Zettl imagines that MEMS and microelectronics could be integrated with nanostructures to create an entire new breed of devices. For example, a nanoscale cantilever could flex like a diving board when a particular molecule binds to it, enabling the development of a highly sensitive chemical or biological wireless sensor. Or, in the very far future, a nanoscale engine might power a microscale robot traveling through the body to attack a tumor.
"Sometimes it's not just about making a device smaller because you can," Zettl says. "Often, physics on the nanoscale enable devices to work better."
Computer-generated animation of the "conveyor belt," depicting metal transport from left to right along a single carbon nanotube. (courtesy Zettl Research Group, Lawrence Berkeley National Laboratory and University of California at Berkeley)
The smaller a device, the less power it consumes, Zettl says. Nanodevices could potentially operate for very long periods on very little energy. Meanwhile, small forces that are hardly noticeable at the macroscale become very useful at the nanoscale. Think of the way some insects are capable of walking on water while humans are not. That's because the small insects can take advantage of surface tension, an attractive force exerted on the surface of a liquid by the molecules underneath. Zettl and his research group published a design for a nanoscale oscillator that takes advantage of this same force.
"If I built a regular engine, the surface tension is miniscule," Zettl explains. "But at the nanoscale, that force wins out over everything else."
The oscillator mechanism consists of two separate droplets of liquid metal – one small and one large – on a nanotube. Applying an electrical current to the nanotube causes metal from the larger droplet (Droplet 1) to move to the smaller droplet (Droplet 2). Eventually, Droplet 2 becomes large enough to contact Droplet 1.
A series of scanning electron microscope pictures of the spinning rotor of a nanomotor. The entire electric motor is about 500 nanometers across, 300 times smaller than the diameter of a human hair. (courtesy Zettl Research Group, Lawrence Berkeley National Laboratory and University of California at Berkeley)
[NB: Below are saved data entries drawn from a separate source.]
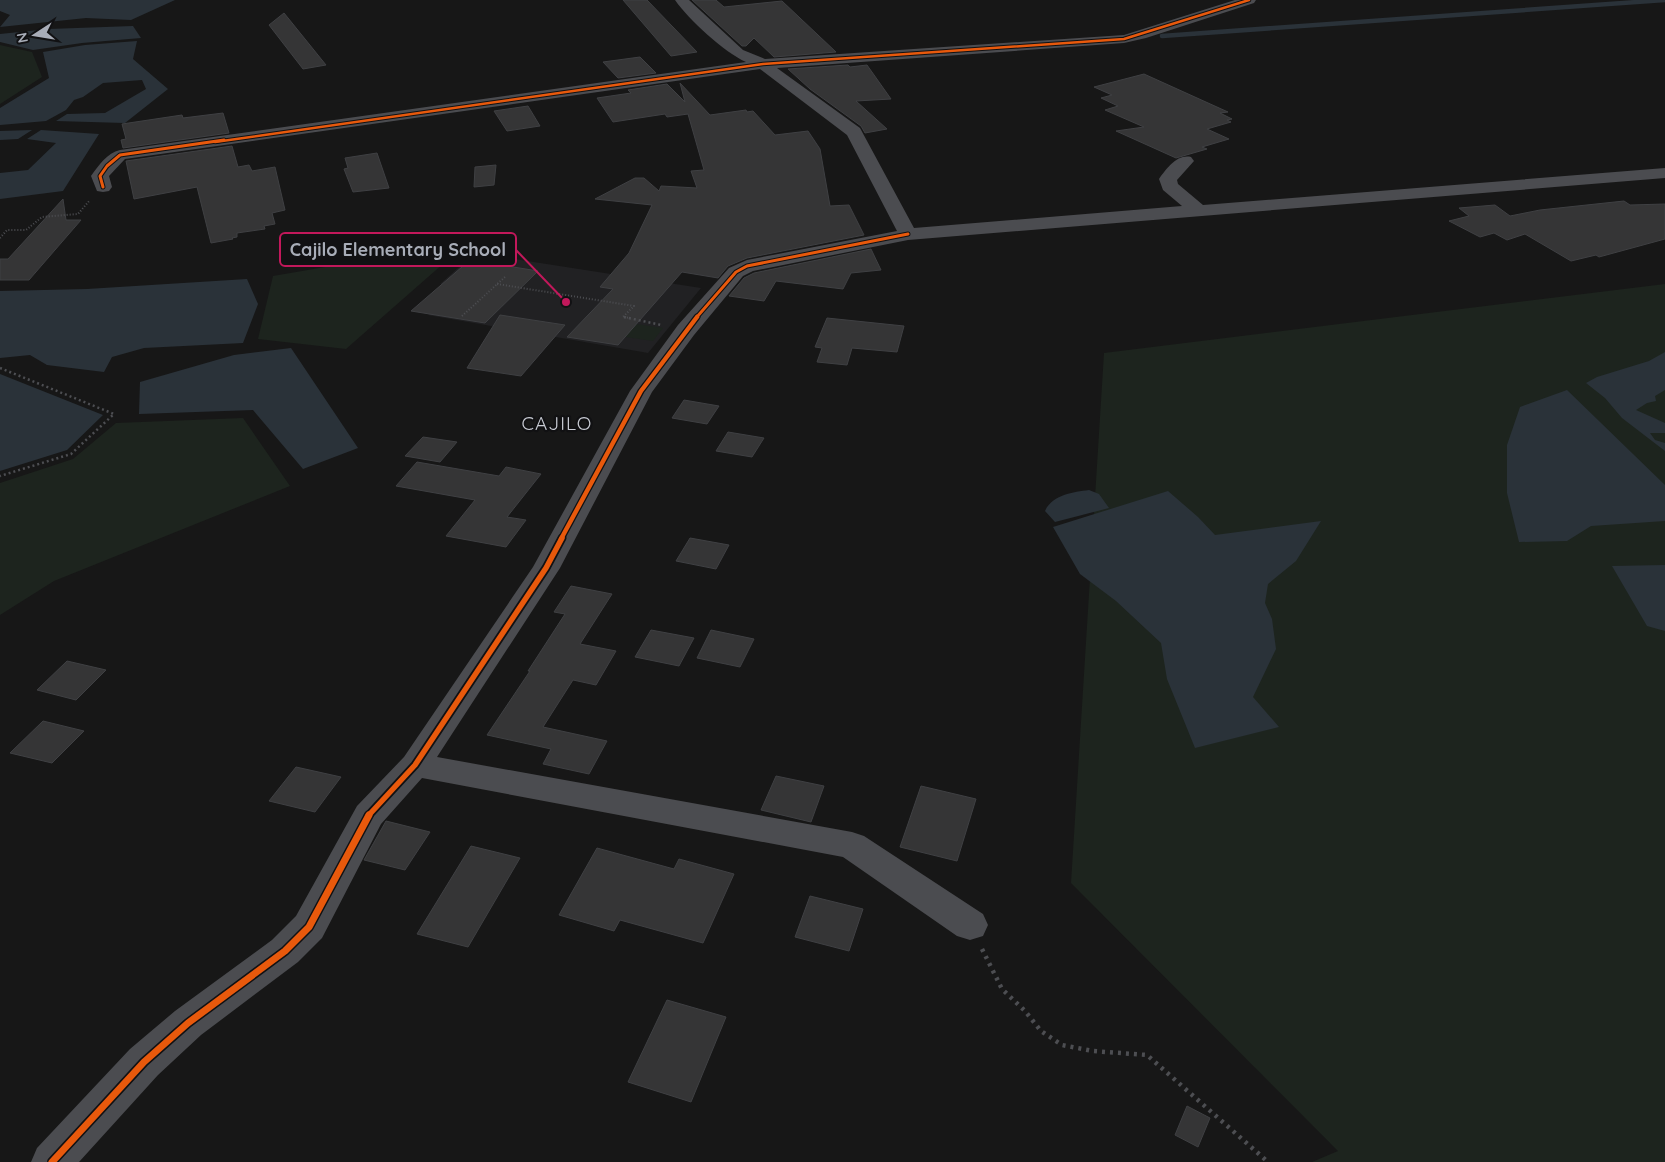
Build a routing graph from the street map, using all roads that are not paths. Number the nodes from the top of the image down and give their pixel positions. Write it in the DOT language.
graph roads {
  1 [pos="682,0"];
  2 [pos="1249,0"];
  3 [pos="763,64"];
  4 [pos="1185,161"];
  5 [pos="1665,173"];
  6 [pos="102,187"];
  7 [pos="1200,211"];
  8 [pos="908,234"];
  9 [pos="415,765"];
  10 [pos="970,925"];
  11 [pos="52,1162"];
  1 -- 3 [label="street"];
  2 -- 3 [label="street"];
  3 -- 6 [label="street"];
  3 -- 8 [label="street"];
  4 -- 7 [label="street"];
  5 -- 7 [label="street"];
  7 -- 8 [label="street"];
  8 -- 9 [label="street"];
  9 -- 10 [label="street"];
  9 -- 11 [label="street"];
}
"When they touch and the surface tension kicks in, they merge into one droplet and the cycle starts again," Zettl says.
To use the mechanism as an oscillator, a microscale lever could be positioned near Droplet 2 so that when it reaches a certain size it pushes the lever arm. Increasing the electrical voltage across the nanotube moves the metal from droplet to droplet faster, thereby increasing the frequency by which the lever is thrown.
"We tune a nanoscale device just by turning a big knob that controls the electrical current," Zettl says. "It's a real electromechanical coupling between the macro and nanoworld."
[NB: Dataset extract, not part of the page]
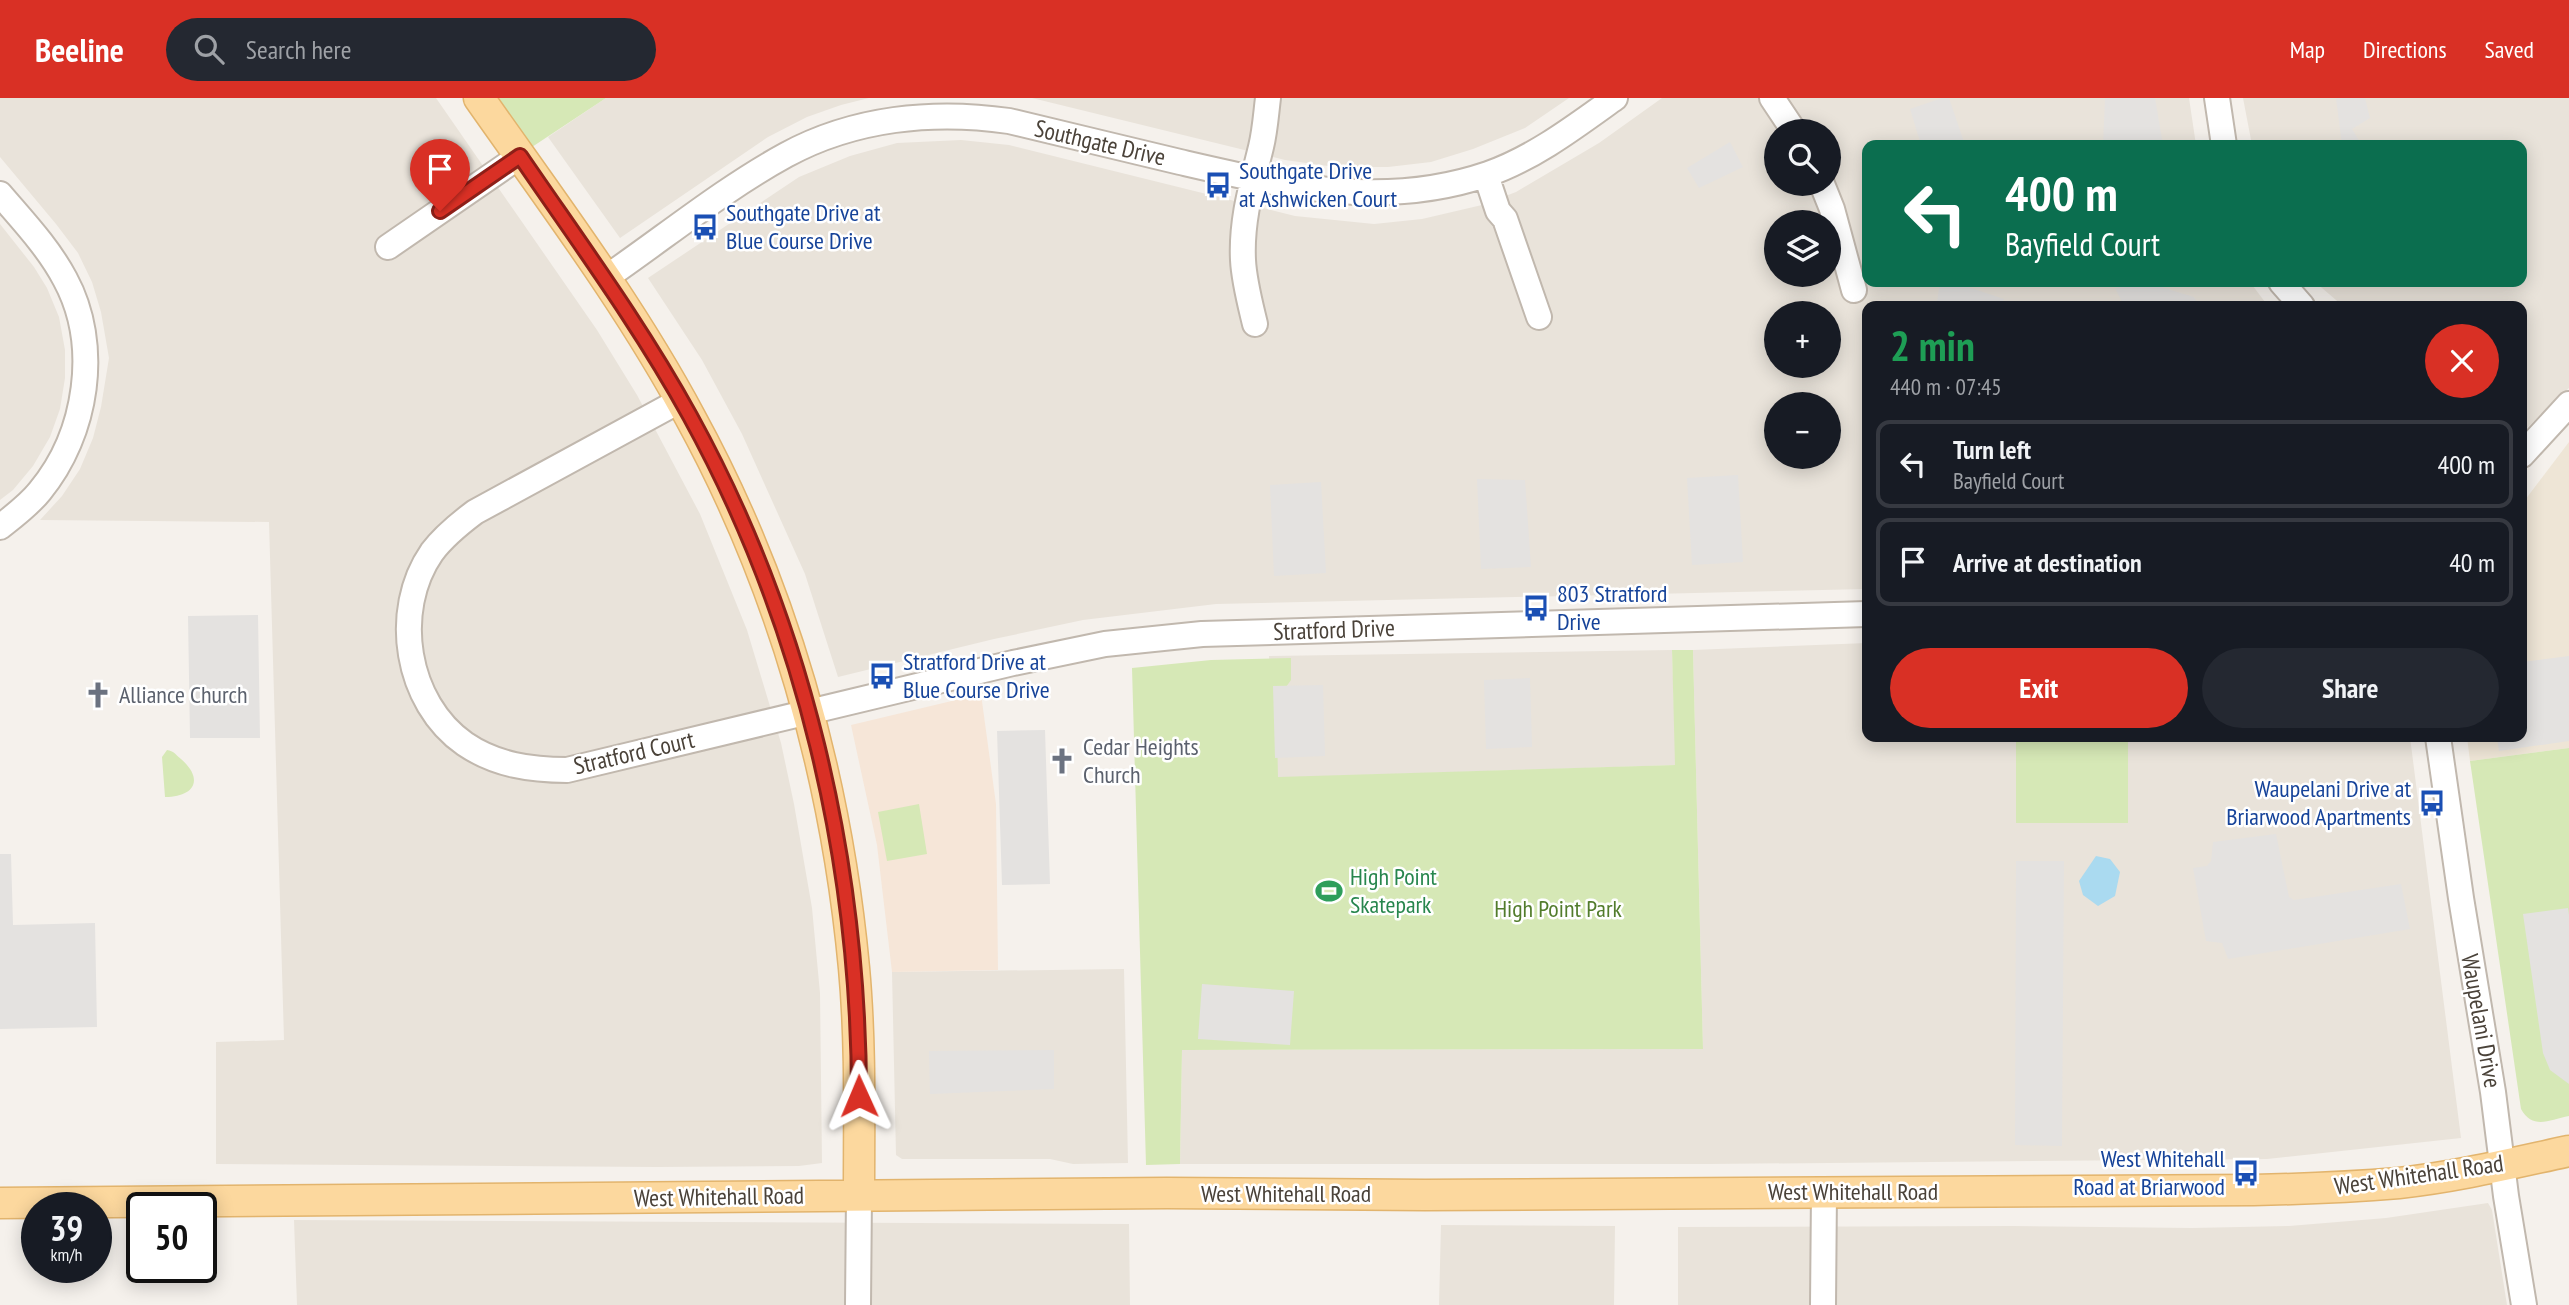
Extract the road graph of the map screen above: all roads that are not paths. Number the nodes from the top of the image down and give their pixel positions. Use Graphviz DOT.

The oscillator is based on a nanoscale conveyor belt that Zettl and his colleagues demonstrated last year. In that experiment, they applied a small electrical current to a carbon nanotube laden with indium particles. The voltage caused the metal atoms to scoot along the surface of the nanotube "track" like parts moving along an assembly line. Eventually, the mass conveyor belt could become a key component in the COINS machine shop.
"Right now, we make most nanodevices one at a time, sometimes as laboriously as atom by atom," Zettl says. "That approach can prove a concept, but if you can't scale up then it becomes a curiosity instead of a viable technology. We need automated assembly at the nanoscale."